== Segment start ==

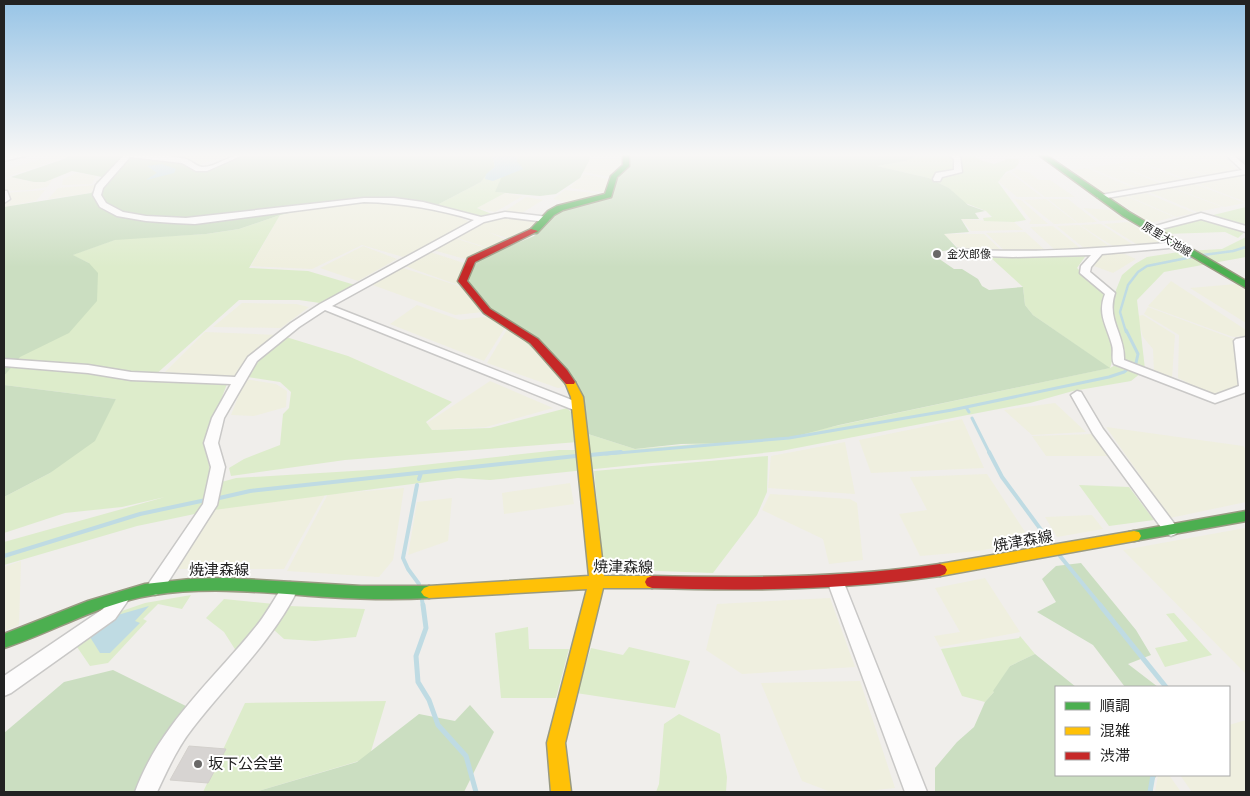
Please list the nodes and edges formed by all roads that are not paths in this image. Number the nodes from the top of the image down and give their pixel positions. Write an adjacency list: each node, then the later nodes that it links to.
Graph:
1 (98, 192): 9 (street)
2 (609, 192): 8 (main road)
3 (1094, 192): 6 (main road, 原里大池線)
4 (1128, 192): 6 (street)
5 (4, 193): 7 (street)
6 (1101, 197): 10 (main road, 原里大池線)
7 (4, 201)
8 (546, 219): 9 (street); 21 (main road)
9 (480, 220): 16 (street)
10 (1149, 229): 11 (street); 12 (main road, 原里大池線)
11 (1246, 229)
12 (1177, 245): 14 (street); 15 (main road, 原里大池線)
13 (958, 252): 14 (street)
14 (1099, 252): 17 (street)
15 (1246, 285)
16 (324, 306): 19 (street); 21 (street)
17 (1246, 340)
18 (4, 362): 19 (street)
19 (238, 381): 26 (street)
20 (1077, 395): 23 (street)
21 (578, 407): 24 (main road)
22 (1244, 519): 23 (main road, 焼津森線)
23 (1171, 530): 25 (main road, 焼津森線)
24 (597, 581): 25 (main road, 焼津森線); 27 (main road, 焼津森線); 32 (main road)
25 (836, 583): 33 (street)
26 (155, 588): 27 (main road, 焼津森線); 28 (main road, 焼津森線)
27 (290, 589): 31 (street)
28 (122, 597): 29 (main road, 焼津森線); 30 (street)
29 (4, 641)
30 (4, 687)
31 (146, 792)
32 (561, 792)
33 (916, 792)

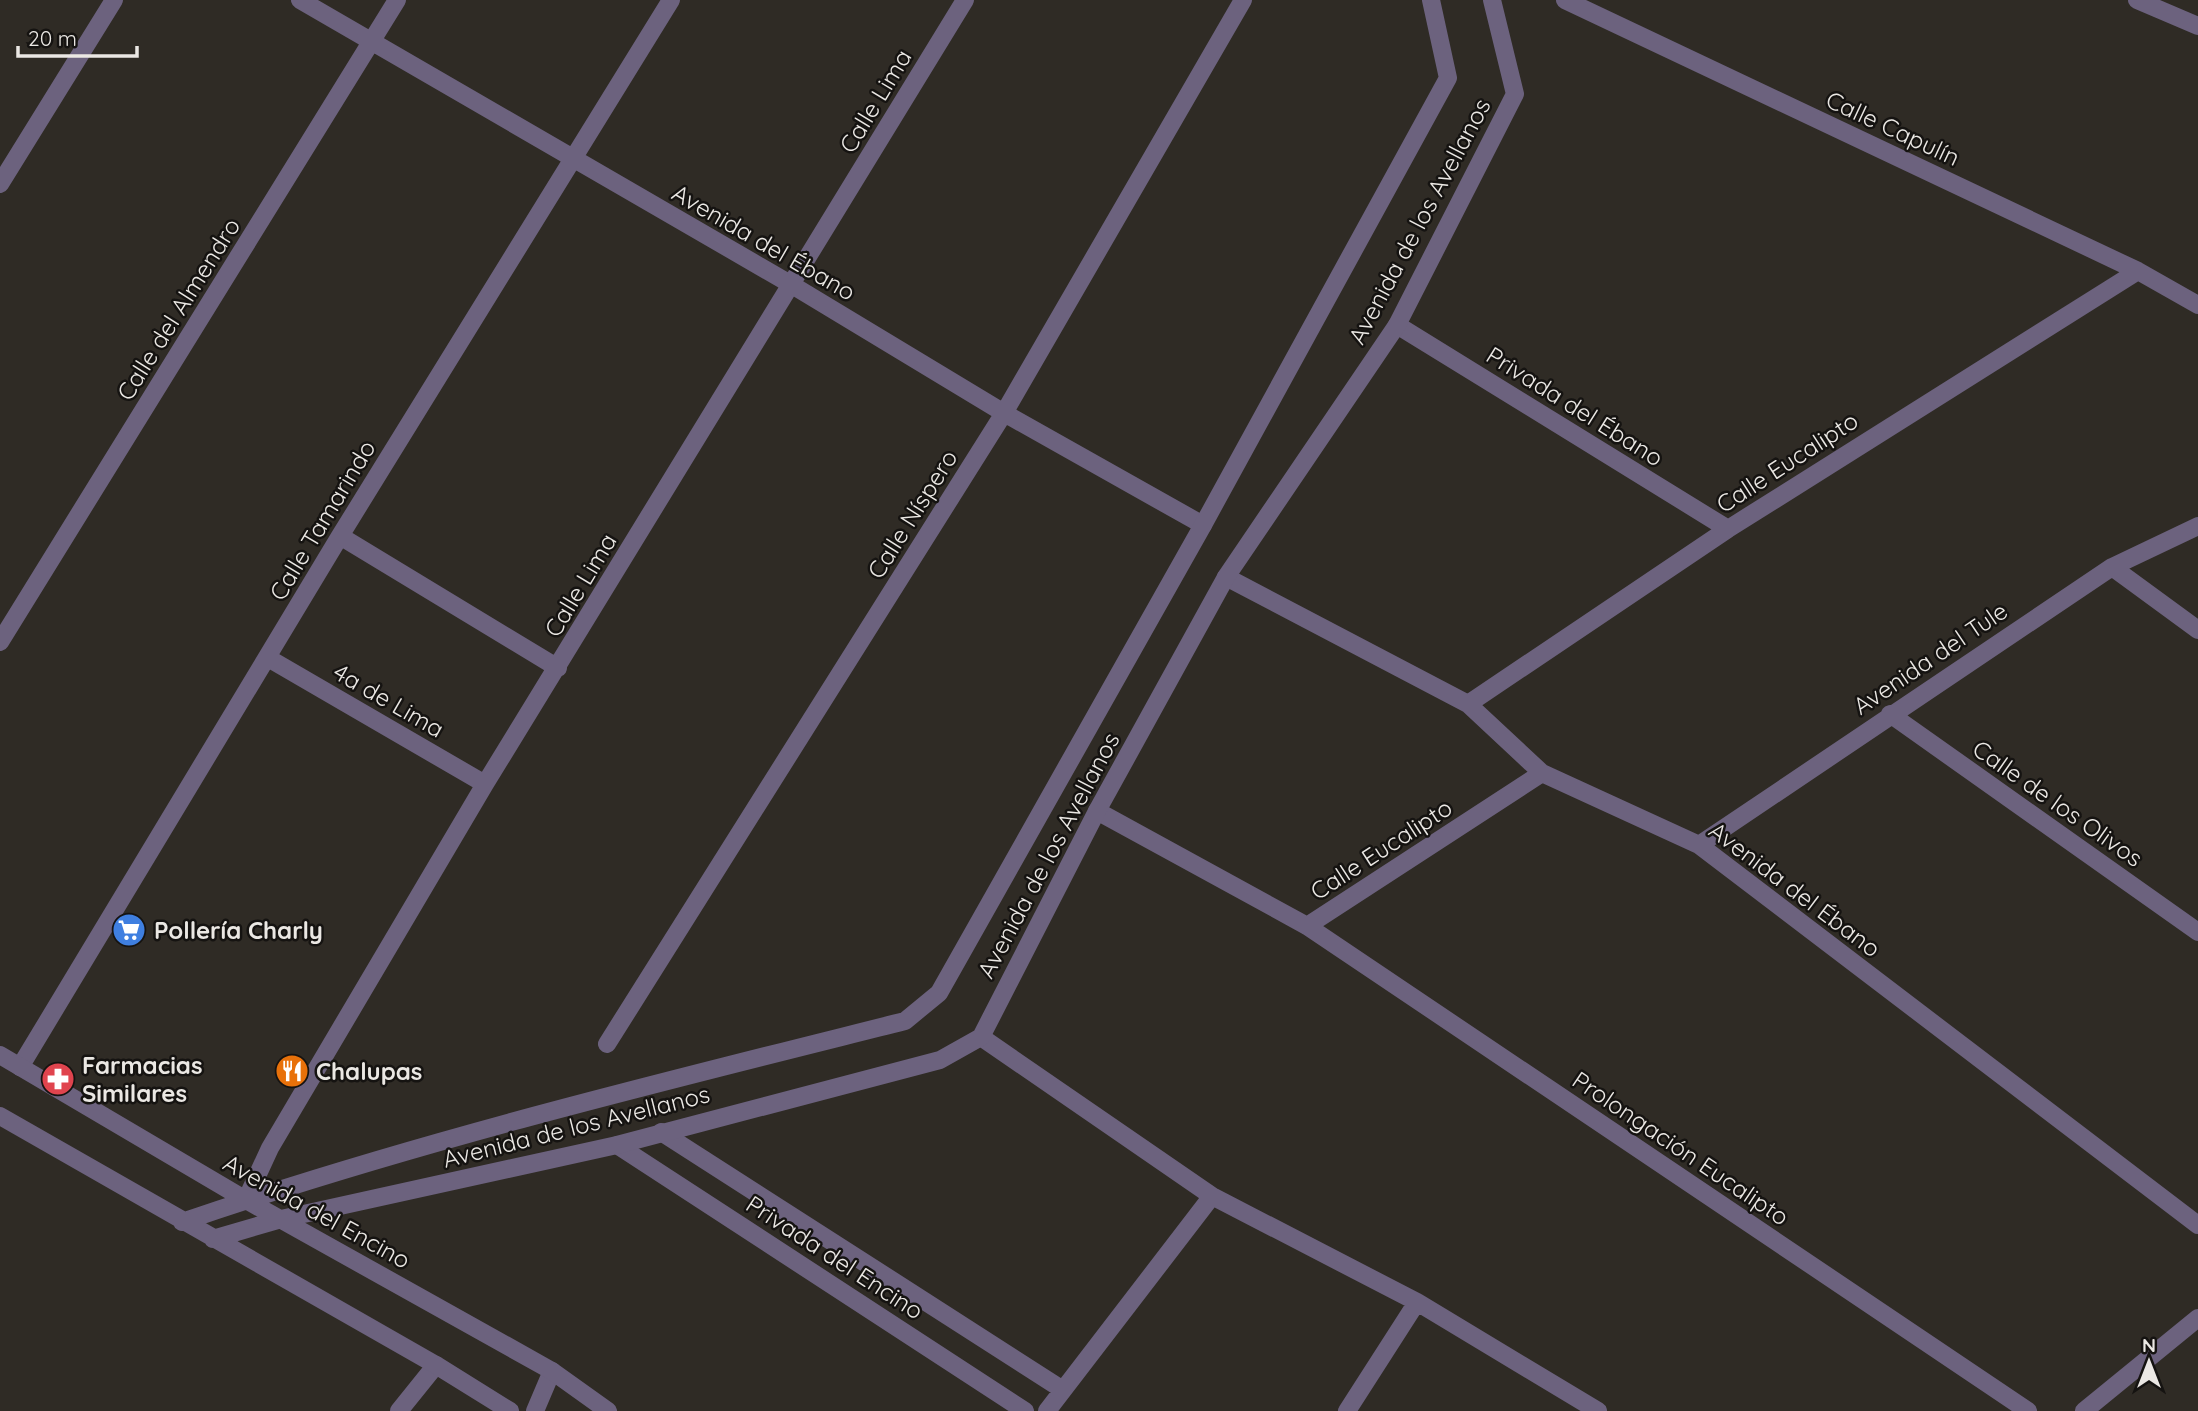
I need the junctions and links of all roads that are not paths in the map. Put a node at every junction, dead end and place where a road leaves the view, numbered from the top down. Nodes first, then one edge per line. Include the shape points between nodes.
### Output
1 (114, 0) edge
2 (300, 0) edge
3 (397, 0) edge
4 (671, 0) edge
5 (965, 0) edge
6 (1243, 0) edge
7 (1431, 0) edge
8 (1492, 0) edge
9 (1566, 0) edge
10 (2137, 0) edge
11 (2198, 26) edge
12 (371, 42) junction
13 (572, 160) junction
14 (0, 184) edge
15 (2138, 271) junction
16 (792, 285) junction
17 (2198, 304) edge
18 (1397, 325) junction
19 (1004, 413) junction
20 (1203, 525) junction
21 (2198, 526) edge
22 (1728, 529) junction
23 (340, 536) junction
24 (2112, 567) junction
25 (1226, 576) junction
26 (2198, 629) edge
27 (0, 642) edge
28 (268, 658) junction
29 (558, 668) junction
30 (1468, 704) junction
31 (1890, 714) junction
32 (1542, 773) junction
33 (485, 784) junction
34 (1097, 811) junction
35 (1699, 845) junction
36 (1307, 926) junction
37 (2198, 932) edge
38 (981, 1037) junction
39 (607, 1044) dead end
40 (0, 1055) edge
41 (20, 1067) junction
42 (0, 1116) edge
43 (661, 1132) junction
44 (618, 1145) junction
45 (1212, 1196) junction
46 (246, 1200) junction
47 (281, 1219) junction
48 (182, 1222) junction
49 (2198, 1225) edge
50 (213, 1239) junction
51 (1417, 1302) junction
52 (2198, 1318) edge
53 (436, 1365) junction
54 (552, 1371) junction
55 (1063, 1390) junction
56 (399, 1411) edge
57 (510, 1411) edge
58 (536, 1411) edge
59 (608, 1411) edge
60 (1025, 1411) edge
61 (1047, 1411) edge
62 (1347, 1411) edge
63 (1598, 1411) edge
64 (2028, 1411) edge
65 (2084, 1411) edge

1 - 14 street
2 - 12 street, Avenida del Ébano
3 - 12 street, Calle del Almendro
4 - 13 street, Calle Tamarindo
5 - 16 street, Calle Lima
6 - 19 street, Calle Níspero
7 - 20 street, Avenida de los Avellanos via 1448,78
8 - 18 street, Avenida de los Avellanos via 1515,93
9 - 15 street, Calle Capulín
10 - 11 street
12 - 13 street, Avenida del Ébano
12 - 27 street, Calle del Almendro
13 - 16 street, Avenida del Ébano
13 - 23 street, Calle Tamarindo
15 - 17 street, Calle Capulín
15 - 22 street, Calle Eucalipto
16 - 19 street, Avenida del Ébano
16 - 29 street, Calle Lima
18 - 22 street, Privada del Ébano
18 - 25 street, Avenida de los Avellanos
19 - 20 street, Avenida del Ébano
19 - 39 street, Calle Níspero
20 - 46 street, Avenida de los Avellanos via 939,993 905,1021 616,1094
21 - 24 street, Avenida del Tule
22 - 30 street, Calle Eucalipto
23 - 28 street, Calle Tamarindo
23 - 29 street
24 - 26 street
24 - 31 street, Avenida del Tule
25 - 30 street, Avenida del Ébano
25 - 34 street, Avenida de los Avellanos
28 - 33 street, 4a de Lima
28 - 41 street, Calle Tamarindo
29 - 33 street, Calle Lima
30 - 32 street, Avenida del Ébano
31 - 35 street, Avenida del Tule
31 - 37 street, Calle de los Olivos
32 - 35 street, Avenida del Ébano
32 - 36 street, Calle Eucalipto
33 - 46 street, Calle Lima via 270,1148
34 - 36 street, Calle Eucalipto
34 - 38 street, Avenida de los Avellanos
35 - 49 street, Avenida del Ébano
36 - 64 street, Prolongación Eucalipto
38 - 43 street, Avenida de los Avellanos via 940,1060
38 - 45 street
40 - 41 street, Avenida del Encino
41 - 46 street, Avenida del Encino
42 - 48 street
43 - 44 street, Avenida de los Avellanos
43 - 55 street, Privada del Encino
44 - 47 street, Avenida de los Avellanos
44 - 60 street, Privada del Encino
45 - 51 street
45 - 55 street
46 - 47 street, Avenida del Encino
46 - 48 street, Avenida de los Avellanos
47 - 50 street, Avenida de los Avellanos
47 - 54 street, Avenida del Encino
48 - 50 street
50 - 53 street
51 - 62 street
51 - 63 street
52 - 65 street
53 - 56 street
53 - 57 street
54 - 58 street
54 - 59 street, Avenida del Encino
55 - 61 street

== Segment end ==
== Segment start ==

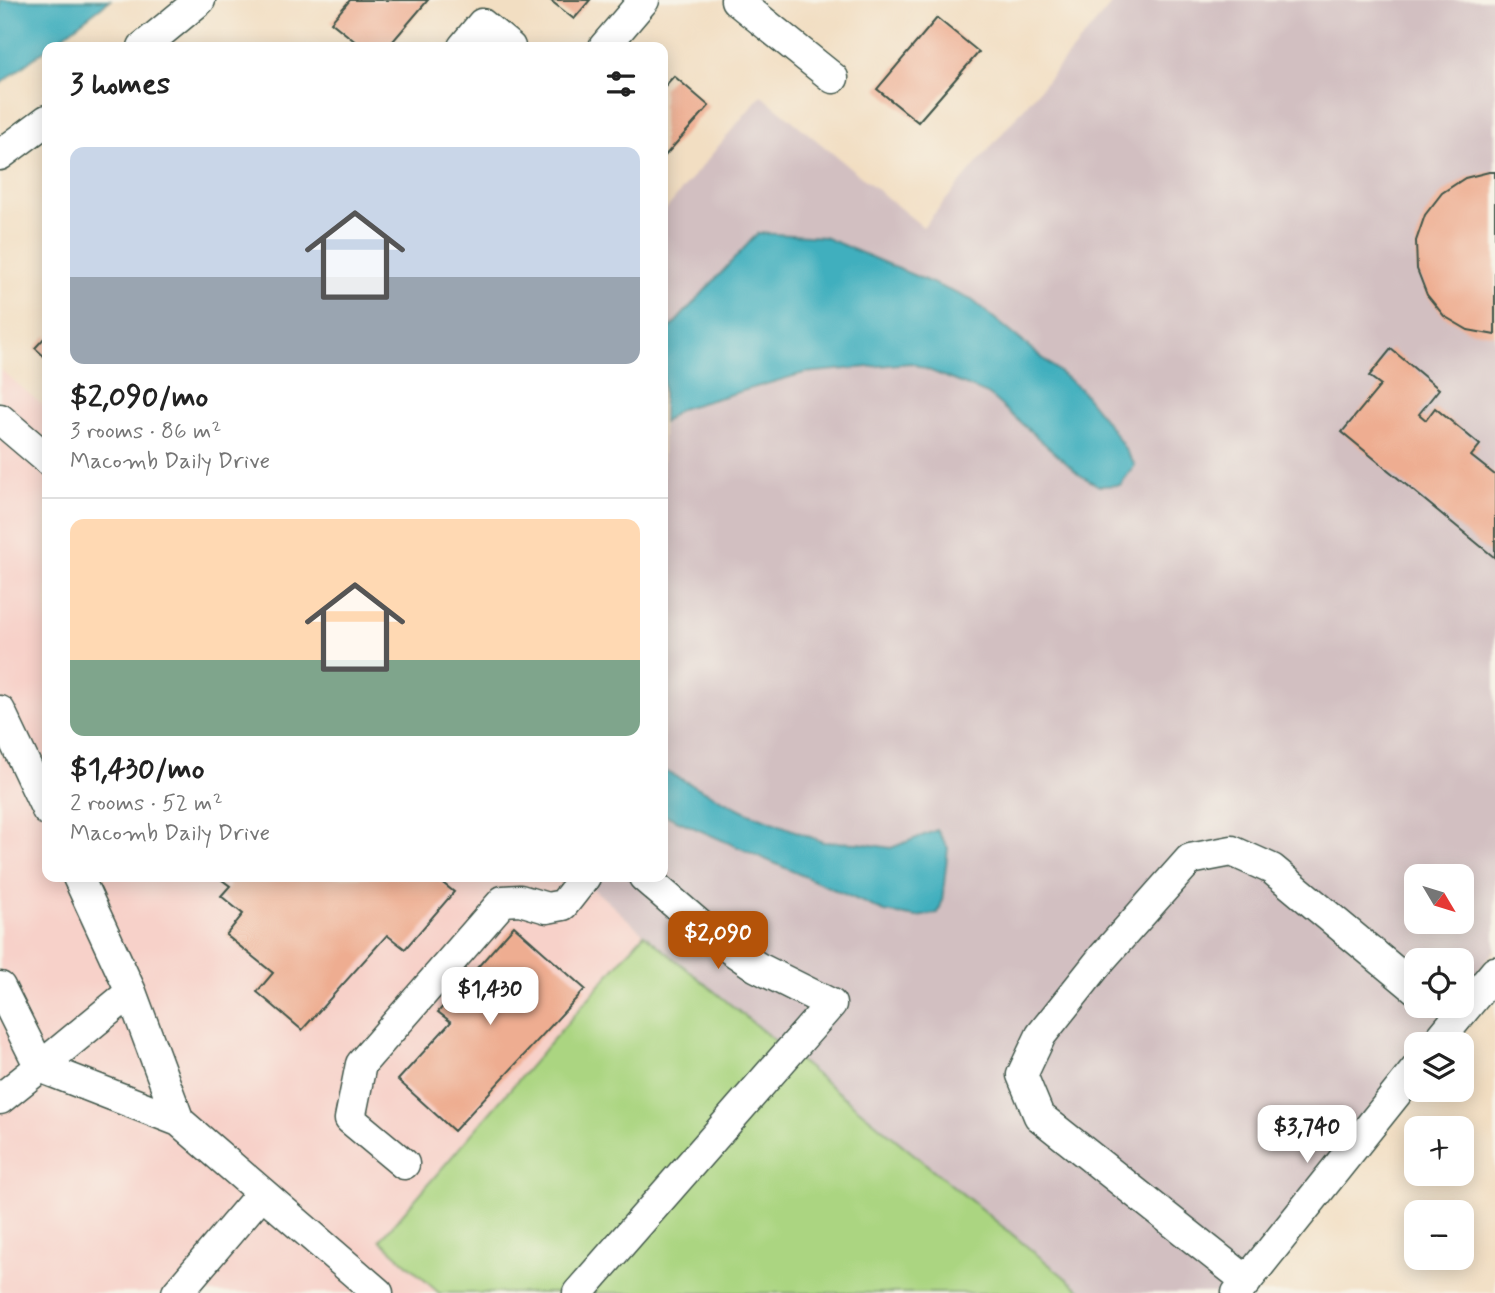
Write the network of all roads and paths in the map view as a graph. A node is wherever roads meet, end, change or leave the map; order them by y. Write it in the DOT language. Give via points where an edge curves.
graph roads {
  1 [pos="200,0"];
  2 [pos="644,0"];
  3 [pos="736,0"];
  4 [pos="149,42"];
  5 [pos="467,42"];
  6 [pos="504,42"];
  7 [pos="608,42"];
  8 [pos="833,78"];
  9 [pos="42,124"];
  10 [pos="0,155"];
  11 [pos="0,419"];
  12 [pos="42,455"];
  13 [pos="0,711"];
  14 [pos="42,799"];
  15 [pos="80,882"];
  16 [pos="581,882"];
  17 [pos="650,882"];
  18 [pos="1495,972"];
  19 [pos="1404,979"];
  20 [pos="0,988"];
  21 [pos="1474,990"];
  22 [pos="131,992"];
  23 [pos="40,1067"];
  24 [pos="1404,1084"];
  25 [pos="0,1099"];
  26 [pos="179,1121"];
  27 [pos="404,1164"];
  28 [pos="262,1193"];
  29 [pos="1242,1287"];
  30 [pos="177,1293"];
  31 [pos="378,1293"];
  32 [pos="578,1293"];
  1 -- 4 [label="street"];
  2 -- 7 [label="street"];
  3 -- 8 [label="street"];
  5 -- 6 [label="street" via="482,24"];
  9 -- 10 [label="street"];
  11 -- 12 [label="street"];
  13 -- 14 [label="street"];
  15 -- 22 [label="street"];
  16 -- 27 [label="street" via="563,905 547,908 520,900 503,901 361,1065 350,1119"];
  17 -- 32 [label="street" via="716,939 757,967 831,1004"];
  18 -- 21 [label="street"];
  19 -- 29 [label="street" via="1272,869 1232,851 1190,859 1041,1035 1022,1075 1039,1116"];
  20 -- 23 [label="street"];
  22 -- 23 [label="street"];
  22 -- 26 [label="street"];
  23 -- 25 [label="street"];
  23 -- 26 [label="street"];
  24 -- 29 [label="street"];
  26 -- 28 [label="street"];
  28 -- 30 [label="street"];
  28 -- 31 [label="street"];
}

== Segment end ==

Note how many lines in the material hold the word "where", and give that number with nothing added.

Result of the exercise: 2